A DNA-protein complex modeled by a semiflexible chain and an attractive spherical core is studied in the situation when an external stretching force is acting on one end monomer of the chain while the other end monomer is kept fixed in space. Without a stretching force, the chain is wrapped around the core. By applying an external stretching force, unwrapping of the complex is induced. We study the statics and dynamics of the unwrapping process by computer simulations and simple phenomenological theory. We find two different scenarios depending on the chain stiffness: For a flexible chain, the extension of the complex scales linearly with the external force applied.
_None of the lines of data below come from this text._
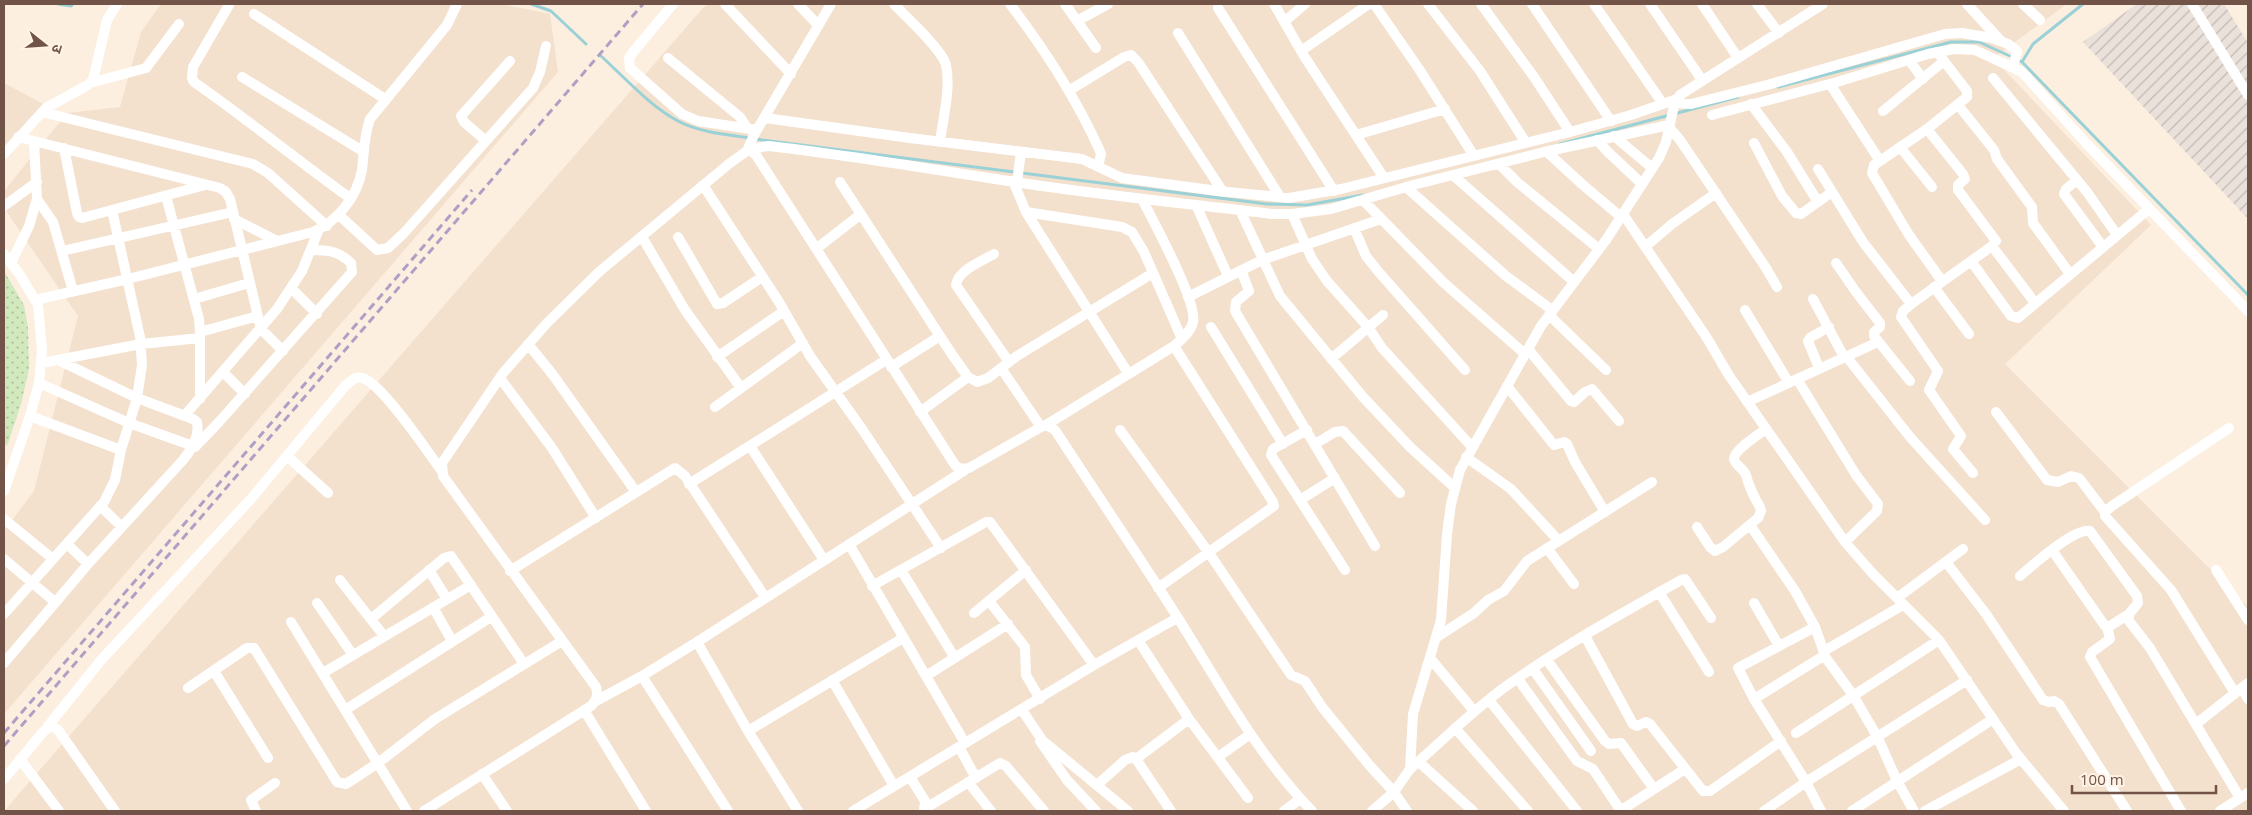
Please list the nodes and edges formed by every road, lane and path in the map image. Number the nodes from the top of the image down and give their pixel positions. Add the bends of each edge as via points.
1 (117, 4) edge
2 (457, 4) edge
3 (673, 4) edge
4 (725, 4) edge
5 (798, 4) edge
6 (831, 4) edge
7 (894, 4) edge
8 (1010, 4) edge
9 (1066, 4) edge
10 (1108, 4) edge
11 (1274, 4) edge
12 (1305, 4) edge
13 (1369, 4) edge
14 (1374, 4) edge
15 (1428, 4) edge
16 (1481, 4) edge
17 (1532, 4) edge
18 (1594, 4) edge
19 (1650, 4) edge
20 (1702, 4) edge
21 (1757, 4) edge
22 (1967, 4) edge
23 (2023, 4) edge
24 (2192, 4) edge
25 (229, 5) dead end
26 (1820, 5) edge
27 (1218, 8) dead end
28 (254, 14) dead end
29 (1077, 20) junction
30 (2040, 20) dead end
31 (1284, 22) junction
32 (179, 24) dead end
33 (818, 25) junction
34 (1178, 33) dead end
35 (1779, 33) junction
36 (2000, 40) junction
37 (546, 46) dead end
38 (1096, 48) dead end
39 (1301, 51) junction
40 (1937, 52) junction
41 (668, 58) dead end
42 (1738, 58) junction
43 (1909, 60) junction
44 (510, 61) dead end
45 (1944, 61) junction
46 (2015, 61) junction
47 (791, 74) junction
48 (242, 76) dead end
49 (1993, 78) dead end
50 (1923, 79) junction
51 (1702, 80) junction
52 (90, 82) junction
53 (1830, 84) junction
54 (1070, 90) junction
55 (2248, 95) edge
56 (385, 99) junction
57 (1676, 103) junction
58 (1663, 104) junction
59 (1751, 104) junction
60 (1958, 105) junction
61 (1445, 109) junction
62 (1883, 111) dead end
63 (42, 112) junction
64 (1712, 115) dead end
65 (765, 118) junction
66 (1611, 121) junction
67 (1669, 125) junction
68 (1927, 129) junction
69 (1570, 132) junction
70 (1356, 135) junction
71 (1614, 136) junction
72 (18, 137) junction
73 (751, 140) junction
74 (1597, 140) junction
75 (34, 141) junction
76 (486, 141) junction
77 (940, 142) junction
78 (1526, 143) junction
79 (1754, 143) dead end
80 (64, 148) junction
81 (1900, 148) junction
82 (364, 152) junction
83 (1021, 152) junction
84 (1547, 152) junction
85 (4, 154) edge
86 (1474, 156) junction
87 (1880, 161) junction
88 (1500, 164) junction
89 (1098, 167) junction
90 (1652, 168) junction
91 (1818, 169) dead end
92 (1454, 176) junction
93 (1384, 178) junction
94 (1016, 180) junction
95 (2077, 180) junction
96 (38, 182) junction
97 (840, 182) dead end
98 (1642, 184) junction
99 (206, 185) junction
100 (703, 185) junction
101 (1406, 187) junction
102 (1932, 187) dead end
103 (1334, 191) junction
104 (1223, 192) junction
105 (1832, 192) junction
106 (1716, 193) junction
107 (166, 196) junction
108 (350, 198) junction
109 (1280, 198) junction
110 (37, 199) junction
111 (1142, 199) junction
112 (1363, 200) junction
113 (1818, 202) junction
114 (1196, 205) junction
115 (4, 206) edge
116 (2148, 209) junction
117 (112, 210) junction
118 (1240, 210) junction
119 (1026, 212) junction
120 (861, 214) junction
121 (1292, 214) junction
122 (233, 215) junction
123 (339, 215) junction
124 (1622, 215) junction
125 (1381, 219) junction
126 (174, 227) junction
127 (323, 227) junction
128 (1354, 228) junction
129 (2117, 235) junction
130 (642, 237) junction
131 (678, 237) dead end
132 (118, 238) junction
133 (277, 241) junction
134 (1305, 244) junction
135 (1992, 246) junction
136 (1645, 247) junction
137 (2102, 247) junction
138 (816, 249) junction
139 (1599, 249) junction
140 (241, 250) junction
141 (311, 250) junction
142 (62, 251) junction
143 (994, 254) dead end
144 (7, 258) edge
145 (1262, 260) junction
146 (1971, 260) junction
147 (1836, 263) dead end
148 (185, 264) junction
149 (1241, 270) junction
150 (1153, 273) junction
151 (2070, 274) junction
152 (1228, 276) junction
153 (762, 277) junction
154 (128, 279) junction
155 (1573, 281) junction
156 (249, 283) junction
157 (1938, 284) junction
158 (291, 288) junction
159 (1776, 288) dead end
160 (73, 291) junction
161 (1188, 297) junction
162 (194, 299) junction
163 (1813, 299) dead end
164 (35, 300) junction
165 (2246, 303) edge
166 (1912, 304) junction
167 (2036, 304) junction
168 (784, 310) junction
169 (1745, 310) dead end
170 (1550, 312) junction
171 (1090, 313) junction
172 (317, 314) junction
173 (1383, 315) dead end
174 (258, 316) junction
175 (1211, 327) dead end
176 (1368, 327) junction
177 (1830, 327) junction
178 (261, 329) junction
179 (1969, 334) dead end
180 (200, 335) junction
181 (940, 336) junction
182 (1878, 342) junction
183 (802, 343) junction
184 (1178, 343) junction
185 (141, 344) junction
186 (528, 344) junction
187 (283, 351) junction
188 (1526, 351) junction
189 (717, 357) junction
190 (1845, 357) junction
191 (1331, 359) junction
192 (58, 360) junction
193 (42, 363) junction
194 (888, 364) junction
195 (1005, 365) junction
196 (1819, 368) junction
197 (1465, 370) dead end
198 (1606, 370) dead end
199 (223, 372) junction
200 (1128, 373) junction
201 (968, 377) junction
202 (500, 378) junction
203 (1793, 381) junction
204 (1910, 382) dead end
205 (39, 384) junction
206 (1507, 386) junction
207 (741, 388) junction
208 (836, 393) junction
209 (245, 394) junction
210 (137, 398) junction
211 (200, 399) junction
212 (1747, 402) junction
213 (715, 407) dead end
214 (920, 412) junction
215 (1996, 412) dead end
216 (30, 416) junction
217 (185, 416) junction
218 (1619, 421) dead end
219 (129, 423) junction
220 (1043, 426) junction
221 (2229, 428) dead end
222 (1766, 429) junction
223 (1120, 430) dead end
224 (1307, 430) junction
225 (1283, 444) junction
226 (1315, 444) junction
227 (750, 446) junction
228 (1472, 446) junction
229 (192, 449) junction
230 (121, 450) junction
231 (287, 456) junction
232 (1466, 457) junction
233 (441, 470) junction
234 (965, 470) junction
235 (1973, 473) dead end
236 (1335, 478) junction
237 (1652, 482) dead end
238 (689, 484) junction
239 (1455, 488) junction
240 (4, 490) edge
241 (636, 492) junction
242 (328, 493) dead end
243 (1400, 493) dead end
244 (1300, 500) junction
245 (912, 503) junction
246 (100, 506) junction
247 (1605, 512) junction
248 (2105, 512) junction
249 (596, 518) junction
250 (4, 520) edge
251 (1985, 520) dead end
252 (1750, 524) junction
253 (122, 527) junction
254 (1697, 528) dead end
255 (1558, 540) junction
256 (1845, 542) junction
257 (67, 544) junction
258 (849, 544) junction
259 (1375, 546) dead end
260 (941, 548) junction
261 (1547, 548) junction
262 (1963, 549) dead end
263 (2052, 550) junction
264 (1209, 553) junction
265 (4, 559) edge
266 (53, 559) junction
267 (824, 560) junction
268 (1946, 562) junction
269 (88, 564) junction
270 (430, 570) junction
271 (901, 570) junction
272 (1026, 570) junction
273 (1344, 570) dead end
274 (2216, 570) dead end
275 (510, 571) junction
276 (2020, 576) dead end
277 (340, 580) dead end
278 (33, 582) junction
279 (1574, 584) dead end
280 (472, 585) junction
281 (872, 586) junction
282 (1158, 588) junction
283 (1659, 592) junction
284 (765, 597) junction
285 (448, 599) junction
286 (989, 601) junction
287 (1900, 601) junction
288 (55, 602) junction
289 (317, 603) dead end
290 (1754, 603) dead end
291 (433, 607) junction
292 (974, 613) dead end
293 (4, 614) edge
294 (2129, 614) junction
295 (491, 617) junction
296 (1177, 618) junction
297 (1711, 618) dead end
298 (371, 620) junction
299 (2248, 620) edge
300 (291, 622) dead end
301 (1008, 624) junction
302 (1815, 627) junction
303 (2107, 627) junction
304 (384, 636) junction
305 (1584, 636) junction
306 (1437, 637) junction
307 (903, 638) junction
308 (1138, 640) junction
309 (1939, 640) junction
310 (452, 641) junction
311 (562, 641) junction
312 (697, 642) junction
313 (1779, 646) junction
314 (1824, 653) junction
315 (353, 655) junction
316 (955, 658) junction
317 (1430, 658) junction
318 (1546, 660) junction
319 (4, 663) edge
320 (524, 664) junction
321 (1094, 665) junction
322 (1533, 669) junction
323 (214, 671) junction
324 (1708, 672) dead end
325 (323, 673) junction
326 (642, 676) junction
327 (926, 676) junction
328 (1518, 678) junction
329 (832, 680) junction
330 (1967, 680) junction
331 (188, 688) dead end
332 (2242, 688) edge
333 (1853, 695) junction
334 (1040, 698) junction
335 (1754, 699) junction
336 (2248, 699) edge
337 (1489, 700) junction
338 (596, 701) junction
339 (345, 710) junction
340 (584, 710) junction
341 (1022, 710) junction
342 (1474, 711) junction
343 (1189, 719) junction
344 (1993, 719) junction
345 (2196, 724) junction
346 (48, 726) junction
347 (1455, 728) junction
348 (748, 731) junction
349 (1037, 733) junction
350 (1796, 733) dead end
351 (1249, 735) junction
352 (1878, 738) junction
353 (1781, 741) junction
354 (962, 745) junction
355 (1591, 751) dead end
356 (1218, 757) junction
357 (20, 758) junction
358 (268, 758) dead end
359 (2021, 759) junction
360 (1136, 760) junction
361 (1419, 762) junction
362 (378, 763) junction
363 (1410, 769) junction
364 (1685, 769) junction
365 (482, 774) junction
366 (910, 777) junction
367 (4, 778) edge
368 (972, 780) junction
369 (1806, 782) junction
370 (1897, 782) junction
371 (275, 783) dead end
372 (1097, 785) junction
373 (894, 786) junction
374 (1654, 789) junction
375 (1394, 792) junction
376 (2244, 795) edge
377 (1248, 798) dead end
378 (1300, 799) junction
379 (925, 810) edge
380 (59, 811) edge
381 (115, 811) edge
382 (256, 811) edge
383 (406, 811) edge
384 (424, 811) edge
385 (507, 811) edge
386 (646, 811) edge
387 (728, 811) edge
388 (798, 811) edge
389 (853, 811) edge
390 (991, 811) edge
391 (1044, 811) edge
392 (1096, 811) edge
393 (1128, 811) edge
394 (1171, 811) edge
395 (1284, 811) edge
396 (1312, 811) edge
397 (1372, 811) edge
398 (1407, 811) edge
399 (1473, 811) edge
400 (1528, 811) edge
401 (1576, 811) edge
402 (1620, 811) edge
403 (1764, 811) edge
404 (1821, 811) edge
405 (1852, 811) edge
406 (1914, 811) edge
407 (1925, 811) edge
408 (2064, 811) edge
409 (2127, 811) edge
410 (2181, 811) edge
411 (2220, 811) edge

1 - 52 street via 107,20
2 - 56 street via 448,25
3 - 73 street via 634,51 630,68 682,114
4 - 47 street
5 - 33 street
6 - 33 street
7 - 77 street via 939,52 946,64
8 - 54 street
9 - 29 street
10 - 29 street
11 - 31 street
12 - 31 street
13 - 39 street
14 - 61 street
15 - 78 street via 1480,72
16 - 69 street
17 - 66 street
18 - 58 street
19 - 51 street
20 - 42 street
21 - 35 street
22 - 36 street
23 - 30 street
24 - 55 street
25 - 108 street via 193,67 194,82
26 - 35 street
27 - 103 street
28 - 56 street
29 - 38 street
31 - 39 street
32 - 52 street via 146,68
33 - 47 street
34 - 109 street
35 - 42 street
36 - 46 street via 2014,47
36 - 57 street via 1972,34 1945,34 1767,85 1686,104
37 - 76 street via 538,80
39 - 70 street
40 - 43 street
40 - 45 street
40 - 46 street via 1970,49
41 - 73 street via 735,113
42 - 51 street
43 - 50 street
43 - 53 street
44 - 76 street via 461,116
45 - 50 street
45 - 60 street via 1969,94
46 - 116 street
47 - 65 street
48 - 82 street
49 - 95 street
50 - 62 street
51 - 57 street via 1687,89
52 - 63 street
53 - 59 street
53 - 87 street
54 - 89 street via 1101,154
54 - 104 street via 1124,56 1131,55
56 - 82 street via 370,119
57 - 58 street
57 - 67 street
58 - 66 street
59 - 64 street
59 - 113 street
60 - 68 street
60 - 151 street via 1994,150 2032,207 2033,223
61 - 70 street
61 - 86 street
63 - 72 street
63 - 127 street via 253,164 268,173
65 - 73 street
65 - 77 street
66 - 69 street
67 - 71 street
67 - 90 street via 1666,142
67 - 106 street
68 - 81 street
68 - 135 street via 1965,176 1957,188 1995,239
69 - 78 street
70 - 93 street
71 - 74 street
71 - 90 street
72 - 75 street
72 - 85 street
73 - 94 street via 761,147
73 - 100 street
73 - 138 street via 756,155
74 - 84 street
74 - 98 street
75 - 80 street
75 - 96 street
76 - 123 street via 388,248 377,250
77 - 83 street
78 - 86 street
79 - 113 street via 1792,210 1801,214
80 - 99 street
80 - 117 street via 78,217
81 - 87 street
81 - 102 street
82 - 108 street via 360,178
83 - 89 street via 1082,159
83 - 94 street
84 - 88 street
84 - 124 street
86 - 93 street
87 - 157 street via 1874,165 1872,173
88 - 92 street
88 - 139 street via 1517,182
89 - 104 street via 1122,178
90 - 98 street
91 - 105 street
92 - 101 street
92 - 155 street
93 - 103 street
94 - 111 street
94 - 119 street
95 - 129 street
95 - 137 street via 2066,188 2065,196
96 - 110 street
96 - 115 street
97 - 120 street
98 - 124 street
99 - 107 street
99 - 122 street via 226,192
100 - 130 street
100 - 153 street
101 - 112 street
101 - 170 street
103 - 109 street
104 - 109 street
105 - 113 street
105 - 166 street via 1863,242
106 - 136 street
106 - 159 street
107 - 117 street
107 - 126 street
108 - 123 street
110 - 142 street via 53,222
110 - 144 street via 34,212
111 - 114 street
111 - 161 street
112 - 121 street via 1322,211
112 - 125 street
114 - 118 street
114 - 152 street
116 - 129 street
116 - 165 street
117 - 132 street
118 - 121 street
118 - 145 street
119 - 150 street via 1127,229 1137,239
119 - 171 street
120 - 138 street
120 - 181 street
121 - 134 street
122 - 126 street
122 - 133 street
122 - 140 street
123 - 127 street
124 - 136 street
124 - 139 street
125 - 128 street
125 - 188 street via 1444,283
126 - 132 street
126 - 148 street
127 - 133 street
127 - 141 street
128 - 134 street
128 - 197 street via 1366,256
129 - 137 street
130 - 186 street via 593,278
130 - 189 street
131 - 153 street via 717,304
132 - 142 street
132 - 154 street
133 - 140 street
134 - 145 street
134 - 176 street via 1323,276
135 - 146 street
135 - 167 street
136 - 212 street
137 - 151 street
138 - 194 street
139 - 155 street
140 - 148 street
140 - 156 street
141 - 158 street
141 - 172 street via 340,253 353,267 349,277
142 - 160 street
143 - 195 street via 964,272 956,280 956,285
144 - 164 street
145 - 149 street
145 - 191 street via 1275,288
146 - 157 street
146 - 167 street via 2011,316 2021,316
147 - 182 street via 1880,323 1874,334
148 - 154 street
148 - 162 street
149 - 152 street
149 - 224 street via 1249,291 1236,302 1235,311
150 - 171 street
150 - 184 street
151 - 167 street
152 - 161 street
153 - 168 street
154 - 160 street
154 - 185 street
155 - 170 street
156 - 162 street
156 - 174 street
157 - 166 street
157 - 179 street
158 - 172 street
158 - 178 street
160 - 164 street
161 - 184 street via 1193,321
162 - 180 street
163 - 177 street
164 - 193 street via 39,311
166 - 235 street via 1901,317 1938,371 1930,390 1961,436 1953,449
168 - 183 street
168 - 189 street
169 - 203 street
170 - 188 street
170 - 198 street
171 - 195 street
171 - 200 street
172 - 187 street
173 - 176 street
174 - 178 street
174 - 180 street
175 - 225 street
176 - 191 street
176 - 228 street via 1382,348
177 - 190 street
177 - 196 street via 1808,341
178 - 187 street
178 - 199 street
180 - 185 street
180 - 211 street
181 - 194 street
181 - 201 street
182 - 190 street
182 - 204 street
183 - 207 street
183 - 208 street
184 - 200 street
184 - 264 street via 1240,452 1274,502 1272,510
185 - 192 street
185 - 210 street
186 - 202 street
186 - 241 street via 554,375
187 - 209 street
188 - 206 street
188 - 218 street via 1571,401 1592,389
189 - 207 street
190 - 196 street
190 - 251 street via 1910,437
191 - 239 street via 1390,426
192 - 193 street
192 - 210 street
193 - 205 street
194 - 208 street
194 - 214 street
195 - 201 street via 982,381
195 - 220 street
196 - 203 street
199 - 209 street
199 - 211 street
200 - 220 street
201 - 214 street
202 - 233 street via 446,457
202 - 249 street via 552,448
203 - 212 street
203 - 256 street via 1878,504 1877,511
205 - 216 street
205 - 219 street
206 - 228 street
206 - 247 street via 1554,445 1567,444
207 - 213 street
208 - 227 street
208 - 245 street
209 - 229 street
210 - 217 street
210 - 219 street
211 - 217 street
212 - 222 street
214 - 234 street via 955,465
215 - 248 street via 2047,480 2058,482 2075,476
216 - 230 street
216 - 240 street
217 - 229 street via 197,422
219 - 229 street
219 - 230 street
220 - 234 street
220 - 282 street via 1055,430
221 - 248 street
222 - 252 street via 1738,451 1734,458 1745,473 1747,484 1762,511
222 - 256 street
223 - 264 street
224 - 225 street
224 - 226 street
225 - 244 street via 1273,449 1271,455
226 - 236 street
226 - 243 street via 1343,431
227 - 238 street
227 - 267 street
228 - 232 street
229 - 253 street
230 - 246 street via 113,486
231 - 233 street via 345,386 360,377 383,394
231 - 242 street
231 - 346 street via 102,659
232 - 239 street
232 - 255 street via 1511,489
233 - 275 street
234 - 245 street
236 - 244 street
236 - 259 street
237 - 247 street
238 - 241 street via 681,471 675,468
238 - 284 street
239 - 306 street
241 - 249 street
244 - 273 street
245 - 258 street
245 - 260 street
246 - 253 street
246 - 257 street
247 - 255 street
248 - 332 street via 2107,519 2171,590
249 - 275 street
250 - 266 street
252 - 254 street via 1715,551
252 - 302 street
253 - 269 street
255 - 261 street
256 - 287 street
257 - 266 street
257 - 269 street
258 - 267 street
258 - 281 street
260 - 271 street
260 - 272 street via 990,522
261 - 279 street
261 - 306 street via 1524,565 1504,592
262 - 268 street
263 - 276 street
263 - 294 street via 2084,530 2090,531 2137,596 2138,603
263 - 303 street
264 - 282 street
264 - 375 street via 1291,676 1303,679 1322,707
265 - 278 street
266 - 278 street
267 - 284 street
268 - 287 street
268 - 409 street via 1986,614 2043,700 2059,704
269 - 288 street
270 - 280 street via 451,556
270 - 285 street
270 - 298 street
271 - 281 street
271 - 316 street
272 - 286 street
272 - 321 street
274 - 299 street
275 - 311 street
277 - 298 street
278 - 288 street
278 - 293 street
280 - 285 street
280 - 295 street
281 - 307 street
282 - 296 street
283 - 297 street via 1685,579
283 - 305 street
283 - 324 street
284 - 312 street
285 - 291 street
286 - 292 street
286 - 301 street
287 - 309 street
287 - 314 street
288 - 319 street
289 - 315 street
290 - 313 street
291 - 304 street
291 - 310 street
294 - 303 street
294 - 345 street via 2129,622 2150,648
295 - 310 street
295 - 320 street
296 - 308 street
296 - 351 street
298 - 304 street
300 - 325 street
301 - 316 street
301 - 334 street via 1025,647 1026,675
302 - 313 street
302 - 314 street
303 - 410 street via 2110,639 2090,657
304 - 315 street
305 - 318 street
305 - 364 street via 1633,724 1650,724
306 - 317 street
307 - 327 street
307 - 329 street
308 - 321 street
308 - 343 street
309 - 330 street
309 - 333 street
310 - 339 street
311 - 320 street
311 - 338 street via 596,687
312 - 326 street
312 - 348 street
313 - 335 street via 1738,668
314 - 333 street
314 - 335 street
315 - 325 street
316 - 327 street
317 - 342 street
317 - 363 street via 1413,714
318 - 322 street
318 - 374 street via 1605,741 1621,743
320 - 362 street via 436,720
321 - 334 street
322 - 328 street
322 - 355 street
323 - 331 street
323 - 358 street
323 - 362 street via 247,648 254,648 337,782 346,784
325 - 339 street
326 - 338 street
326 - 387 street
327 - 354 street
328 - 337 street
328 - 402 street via 1578,761 1593,769
329 - 348 street
329 - 373 street
330 - 344 street
330 - 352 street
332 - 336 street
332 - 345 street
333 - 350 street
333 - 352 street
334 - 341 street
335 - 353 street
337 - 342 street
337 - 401 street
338 - 340 street
339 - 362 street
340 - 365 street
340 - 386 street
341 - 349 street
341 - 354 street
342 - 347 street
343 - 356 street
343 - 360 street
344 - 359 street
344 - 370 street
345 - 376 street
346 - 357 street
346 - 381 street via 58,730
347 - 361 street
347 - 400 street
348 - 388 street
349 - 372 street
349 - 392 street via 1057,767
351 - 356 street
351 - 378 street
352 - 369 street
352 - 370 street
353 - 364 street via 1710,791 1702,791
353 - 369 street
354 - 366 street
354 - 368 street
356 - 377 street
357 - 367 street
357 - 380 street
359 - 407 street
359 - 408 street
360 - 372 street via 1125,760
360 - 394 street
361 - 363 street
361 - 399 street
362 - 383 street
363 - 375 street
364 - 374 street
365 - 384 street
365 - 385 street
366 - 373 street
366 - 379 street via 926,801
368 - 379 street
368 - 390 street
368 - 391 street via 1003,763
369 - 403 street
369 - 404 street
370 - 405 street
370 - 406 street
371 - 382 street via 251,800
372 - 393 street
373 - 389 street
374 - 402 street
375 - 397 street
375 - 398 street
376 - 411 street
378 - 395 street
378 - 396 street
The sphere-chain complex is disordered; i.e., there is no clear winding of the chain around the sphere. For a stiff chain, on the other hand, the complex structure is ordered, which is reminiscent of nucleosome. There is a clear winding number, and the unwrapping process under external stretching is discontinuous with jumps of the distance-force curve. This is associated with discrete unwinding processes of the complex. Our predictions are of relevance for experiments, which measure force-extension curves of DNA-protein complexes, such as nucleosome, using optical tweezers.

Figure 1

Schematic sketch of the complex under external stretching. The first end monomer is fixed at ${\mathit{r}}_1$, the protein sphere with radius $R$ is fixed at the origin, and the other end monomer is pulled by the force $f$ along the $x$ axis. The chain extension $r$ and the tilt angle $\varphi$, which can be defined for the ordered complex, are also shown.

Figure 2

(Dots) Force-extension relation of the sphere-chain complex obtained by computer simulations for different chain stiffnesses $\kappa =2$, 5, and 10. In the case of a bimodal distribution of $r$, we plot both peak positions. (Line) Theoretical force-extension relation of the disordered sphere-chain complex. The parameters are estimated from the corresponding system in the simulation with $\kappa =2$: $a_1=-7$, $a_2=0.12$, $L_0=44$, and ${\lambda }_p=1.5$.

Figure 3

Probability distribution of the order parameter $\eta$ for complexes made from chains with different stiffnesses $\kappa =2$, 5, and 10 under a stretching force $f=0.2$.

Figure 4

Typical simulation snapshots of the sphere-chain complex. Top: an ordered wrapping with wrapping number $w=2$ for $\kappa =10$, $f=1$. Middle: an ordered wrapping with $w=1$ for $\kappa =10$, $f=2.5$. Bottom: a disordered state for $\kappa =2$, $f=1$.

Figure 5

Specific heat as a function of the stretching force for different chain stiffnesses $\kappa =2$, 5, and 10.

Figure 6

Probability distribution of the chain extension $r$ (a) below $(f=1.6)$ and (b) above $(f=1.8)$ the critical stretching force to induce the unwrapping transition from $w=2\text{to}1$ for a chain stiffness of $\kappa =10$.

Figure 7

Unwrapping process by stretching an end monomer by a constant speed for the chain stiffness parameter $\kappa =10$. (a) Force-extension relation. The result from the force constant ensemble is also plotted by circles for comparison. (b) Tilting angle-extension relation. (c) Bending energy-extension relation. (d) Adsorption energy-extension relation.